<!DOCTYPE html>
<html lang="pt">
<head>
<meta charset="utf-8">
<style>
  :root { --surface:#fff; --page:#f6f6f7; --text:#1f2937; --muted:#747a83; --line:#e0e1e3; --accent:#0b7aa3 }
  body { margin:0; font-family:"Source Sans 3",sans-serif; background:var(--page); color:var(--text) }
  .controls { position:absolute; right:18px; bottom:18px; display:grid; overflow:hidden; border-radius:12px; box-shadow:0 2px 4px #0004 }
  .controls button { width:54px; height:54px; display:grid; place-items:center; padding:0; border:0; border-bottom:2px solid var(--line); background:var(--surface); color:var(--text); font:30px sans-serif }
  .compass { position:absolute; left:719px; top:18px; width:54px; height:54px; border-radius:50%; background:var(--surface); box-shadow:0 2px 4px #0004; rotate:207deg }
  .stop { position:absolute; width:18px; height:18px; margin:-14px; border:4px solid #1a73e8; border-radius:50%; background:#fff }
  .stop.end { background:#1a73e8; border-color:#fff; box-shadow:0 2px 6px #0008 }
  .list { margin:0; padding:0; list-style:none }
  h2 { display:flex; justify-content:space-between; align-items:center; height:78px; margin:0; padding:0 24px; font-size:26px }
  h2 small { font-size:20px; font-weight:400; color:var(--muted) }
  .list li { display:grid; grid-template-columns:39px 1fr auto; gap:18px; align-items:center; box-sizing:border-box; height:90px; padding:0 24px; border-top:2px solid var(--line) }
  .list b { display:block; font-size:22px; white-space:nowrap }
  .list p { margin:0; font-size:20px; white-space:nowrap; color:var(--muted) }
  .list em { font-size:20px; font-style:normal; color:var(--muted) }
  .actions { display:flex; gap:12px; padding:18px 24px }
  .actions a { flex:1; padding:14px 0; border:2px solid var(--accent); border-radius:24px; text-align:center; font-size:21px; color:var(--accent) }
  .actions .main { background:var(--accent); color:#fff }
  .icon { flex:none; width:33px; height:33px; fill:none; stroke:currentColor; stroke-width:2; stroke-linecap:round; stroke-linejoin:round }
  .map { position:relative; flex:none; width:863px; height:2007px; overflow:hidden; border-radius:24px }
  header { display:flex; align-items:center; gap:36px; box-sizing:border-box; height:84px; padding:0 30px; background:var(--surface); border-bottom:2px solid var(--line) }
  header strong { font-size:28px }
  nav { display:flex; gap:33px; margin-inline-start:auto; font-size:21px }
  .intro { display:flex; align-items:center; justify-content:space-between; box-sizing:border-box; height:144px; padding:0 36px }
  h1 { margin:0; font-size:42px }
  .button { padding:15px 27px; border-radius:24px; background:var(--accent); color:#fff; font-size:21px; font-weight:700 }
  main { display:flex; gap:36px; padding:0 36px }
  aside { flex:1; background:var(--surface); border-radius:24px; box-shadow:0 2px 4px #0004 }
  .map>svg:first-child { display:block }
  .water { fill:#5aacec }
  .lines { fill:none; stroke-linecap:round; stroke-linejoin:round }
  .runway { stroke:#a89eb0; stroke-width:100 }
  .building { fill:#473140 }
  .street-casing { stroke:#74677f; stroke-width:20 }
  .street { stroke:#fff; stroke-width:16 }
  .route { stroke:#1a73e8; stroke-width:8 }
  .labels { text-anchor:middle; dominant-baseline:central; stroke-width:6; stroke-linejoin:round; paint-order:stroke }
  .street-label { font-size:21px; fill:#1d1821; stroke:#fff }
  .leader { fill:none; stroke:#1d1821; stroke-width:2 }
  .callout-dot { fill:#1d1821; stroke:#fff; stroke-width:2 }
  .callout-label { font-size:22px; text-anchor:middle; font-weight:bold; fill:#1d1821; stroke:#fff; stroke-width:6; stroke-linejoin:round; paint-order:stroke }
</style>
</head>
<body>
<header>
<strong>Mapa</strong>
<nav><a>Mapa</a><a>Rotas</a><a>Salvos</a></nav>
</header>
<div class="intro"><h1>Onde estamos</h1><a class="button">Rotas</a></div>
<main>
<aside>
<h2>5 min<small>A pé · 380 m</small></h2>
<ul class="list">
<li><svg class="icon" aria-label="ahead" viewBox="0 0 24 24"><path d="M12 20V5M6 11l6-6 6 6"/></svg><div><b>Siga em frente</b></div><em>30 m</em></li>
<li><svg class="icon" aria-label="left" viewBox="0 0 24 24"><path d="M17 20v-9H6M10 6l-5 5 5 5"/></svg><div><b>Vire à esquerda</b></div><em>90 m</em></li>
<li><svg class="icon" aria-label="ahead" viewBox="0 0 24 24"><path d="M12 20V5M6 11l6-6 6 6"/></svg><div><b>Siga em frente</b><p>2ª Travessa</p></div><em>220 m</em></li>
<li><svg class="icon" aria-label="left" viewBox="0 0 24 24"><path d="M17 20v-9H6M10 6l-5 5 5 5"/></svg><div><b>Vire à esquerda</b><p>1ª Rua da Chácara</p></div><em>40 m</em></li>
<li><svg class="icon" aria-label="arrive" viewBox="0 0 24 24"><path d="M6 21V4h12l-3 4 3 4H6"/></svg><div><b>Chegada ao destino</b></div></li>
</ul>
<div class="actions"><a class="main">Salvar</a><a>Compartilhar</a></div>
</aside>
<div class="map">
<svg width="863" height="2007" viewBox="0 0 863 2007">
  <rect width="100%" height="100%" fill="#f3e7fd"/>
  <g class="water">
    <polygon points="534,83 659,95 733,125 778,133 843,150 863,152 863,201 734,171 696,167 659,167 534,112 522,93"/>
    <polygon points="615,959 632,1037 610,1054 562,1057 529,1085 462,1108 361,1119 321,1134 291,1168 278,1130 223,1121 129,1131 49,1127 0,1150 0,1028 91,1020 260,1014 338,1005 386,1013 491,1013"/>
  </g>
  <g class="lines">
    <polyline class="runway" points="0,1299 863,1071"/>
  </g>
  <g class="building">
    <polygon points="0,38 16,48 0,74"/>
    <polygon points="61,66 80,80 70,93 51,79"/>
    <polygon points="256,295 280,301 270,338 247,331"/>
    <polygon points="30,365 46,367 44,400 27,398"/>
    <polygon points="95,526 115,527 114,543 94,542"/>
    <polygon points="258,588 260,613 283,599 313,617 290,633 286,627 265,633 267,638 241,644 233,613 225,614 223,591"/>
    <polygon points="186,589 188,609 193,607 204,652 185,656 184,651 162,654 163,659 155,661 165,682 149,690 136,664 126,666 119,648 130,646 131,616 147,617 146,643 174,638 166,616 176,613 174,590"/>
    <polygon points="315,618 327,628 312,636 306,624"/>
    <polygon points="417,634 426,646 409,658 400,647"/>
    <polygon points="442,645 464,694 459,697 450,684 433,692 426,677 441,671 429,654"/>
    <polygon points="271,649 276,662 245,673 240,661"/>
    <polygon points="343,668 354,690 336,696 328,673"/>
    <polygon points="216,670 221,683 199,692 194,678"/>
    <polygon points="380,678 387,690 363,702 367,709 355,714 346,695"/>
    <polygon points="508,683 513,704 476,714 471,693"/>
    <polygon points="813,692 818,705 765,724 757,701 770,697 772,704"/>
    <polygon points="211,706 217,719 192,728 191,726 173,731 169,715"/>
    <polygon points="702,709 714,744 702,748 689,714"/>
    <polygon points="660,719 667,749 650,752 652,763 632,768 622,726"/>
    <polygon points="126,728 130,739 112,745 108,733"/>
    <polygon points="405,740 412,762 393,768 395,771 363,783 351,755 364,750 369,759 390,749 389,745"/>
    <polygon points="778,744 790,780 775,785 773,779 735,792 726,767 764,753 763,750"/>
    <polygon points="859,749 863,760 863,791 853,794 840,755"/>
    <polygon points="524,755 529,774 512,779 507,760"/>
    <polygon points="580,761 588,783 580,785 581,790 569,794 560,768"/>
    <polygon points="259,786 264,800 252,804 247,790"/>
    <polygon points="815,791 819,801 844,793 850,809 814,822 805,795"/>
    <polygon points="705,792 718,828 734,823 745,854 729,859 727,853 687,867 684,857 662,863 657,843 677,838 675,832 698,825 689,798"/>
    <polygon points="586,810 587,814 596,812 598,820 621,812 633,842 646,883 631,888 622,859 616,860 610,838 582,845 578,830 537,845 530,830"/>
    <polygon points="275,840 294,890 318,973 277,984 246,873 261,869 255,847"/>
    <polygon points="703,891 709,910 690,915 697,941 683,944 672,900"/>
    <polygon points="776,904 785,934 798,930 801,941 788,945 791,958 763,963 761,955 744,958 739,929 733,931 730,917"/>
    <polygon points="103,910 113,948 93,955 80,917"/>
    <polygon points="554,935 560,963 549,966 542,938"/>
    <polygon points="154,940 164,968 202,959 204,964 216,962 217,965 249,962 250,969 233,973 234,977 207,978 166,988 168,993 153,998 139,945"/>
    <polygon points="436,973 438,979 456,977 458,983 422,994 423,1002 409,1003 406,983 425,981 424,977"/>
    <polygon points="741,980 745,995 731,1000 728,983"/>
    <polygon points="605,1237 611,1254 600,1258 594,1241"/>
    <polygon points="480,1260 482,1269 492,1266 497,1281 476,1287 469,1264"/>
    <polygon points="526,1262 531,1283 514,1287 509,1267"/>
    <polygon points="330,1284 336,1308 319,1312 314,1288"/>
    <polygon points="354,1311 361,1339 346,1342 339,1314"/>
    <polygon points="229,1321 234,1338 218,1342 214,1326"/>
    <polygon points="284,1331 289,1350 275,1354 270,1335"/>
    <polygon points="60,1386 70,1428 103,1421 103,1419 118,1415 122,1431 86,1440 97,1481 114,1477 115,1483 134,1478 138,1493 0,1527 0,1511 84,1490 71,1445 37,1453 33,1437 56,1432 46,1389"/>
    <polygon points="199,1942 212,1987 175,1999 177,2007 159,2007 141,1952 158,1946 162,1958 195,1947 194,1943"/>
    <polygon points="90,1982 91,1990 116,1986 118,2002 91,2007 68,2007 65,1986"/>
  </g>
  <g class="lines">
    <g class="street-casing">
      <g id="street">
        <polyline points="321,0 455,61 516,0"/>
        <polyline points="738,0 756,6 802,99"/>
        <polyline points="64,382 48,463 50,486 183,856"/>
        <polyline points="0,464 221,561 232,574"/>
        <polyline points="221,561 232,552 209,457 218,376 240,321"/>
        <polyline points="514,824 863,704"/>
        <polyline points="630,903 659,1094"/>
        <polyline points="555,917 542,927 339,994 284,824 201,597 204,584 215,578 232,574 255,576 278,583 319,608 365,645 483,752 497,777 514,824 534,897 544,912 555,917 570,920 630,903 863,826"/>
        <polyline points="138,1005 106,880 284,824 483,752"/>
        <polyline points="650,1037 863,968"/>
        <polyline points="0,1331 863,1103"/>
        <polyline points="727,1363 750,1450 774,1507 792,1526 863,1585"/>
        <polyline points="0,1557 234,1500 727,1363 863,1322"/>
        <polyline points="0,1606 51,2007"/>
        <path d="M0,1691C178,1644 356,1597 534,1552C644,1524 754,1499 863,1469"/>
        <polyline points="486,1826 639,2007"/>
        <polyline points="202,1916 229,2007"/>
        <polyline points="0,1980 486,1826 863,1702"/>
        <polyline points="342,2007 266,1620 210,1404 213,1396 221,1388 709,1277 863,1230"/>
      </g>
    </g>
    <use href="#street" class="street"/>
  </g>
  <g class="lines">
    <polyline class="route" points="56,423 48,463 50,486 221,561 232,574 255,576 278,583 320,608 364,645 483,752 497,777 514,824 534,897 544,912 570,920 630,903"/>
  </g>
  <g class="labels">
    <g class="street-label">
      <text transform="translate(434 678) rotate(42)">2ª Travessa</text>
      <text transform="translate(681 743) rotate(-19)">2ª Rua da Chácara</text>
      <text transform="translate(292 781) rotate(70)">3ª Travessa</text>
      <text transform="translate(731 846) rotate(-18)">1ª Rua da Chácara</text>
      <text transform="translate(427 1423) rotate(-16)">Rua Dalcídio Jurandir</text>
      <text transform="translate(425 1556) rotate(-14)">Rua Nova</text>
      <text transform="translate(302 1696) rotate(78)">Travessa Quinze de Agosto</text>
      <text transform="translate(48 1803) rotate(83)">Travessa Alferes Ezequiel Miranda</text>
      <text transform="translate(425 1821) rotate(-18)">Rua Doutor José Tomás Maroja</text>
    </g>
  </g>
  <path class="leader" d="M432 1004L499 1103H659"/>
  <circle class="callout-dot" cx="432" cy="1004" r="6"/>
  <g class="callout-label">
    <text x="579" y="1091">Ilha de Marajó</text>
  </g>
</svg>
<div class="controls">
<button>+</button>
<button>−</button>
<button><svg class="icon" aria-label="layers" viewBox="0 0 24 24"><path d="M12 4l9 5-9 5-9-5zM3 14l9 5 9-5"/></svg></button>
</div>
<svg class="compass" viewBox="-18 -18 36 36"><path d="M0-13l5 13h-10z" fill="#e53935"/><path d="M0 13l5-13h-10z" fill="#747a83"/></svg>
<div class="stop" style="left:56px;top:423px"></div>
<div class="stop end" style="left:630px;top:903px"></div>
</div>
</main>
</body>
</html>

────────

## WHAT IS REQUIRED
Every line holding the string "list" should be copied here, so please find those lines in the data.

## RESULT OF THE EXERCISE
  .list { margin:0; padding:0; list-style:none }
  .list li { display:grid; grid-template-columns:39px 1fr auto; gap:18px; align-items:center; box-sizing:border-box; height:90px; padding:0 24px; border-top:2px solid var(--line) }
  .list b { display:block; font-size:22px; white-space:nowrap }
  .list p { margin:0; font-size:20px; white-space:nowrap; color:var(--muted) }
  .list em { font-size:20px; font-style:normal; color:var(--muted) }
<ul class="list">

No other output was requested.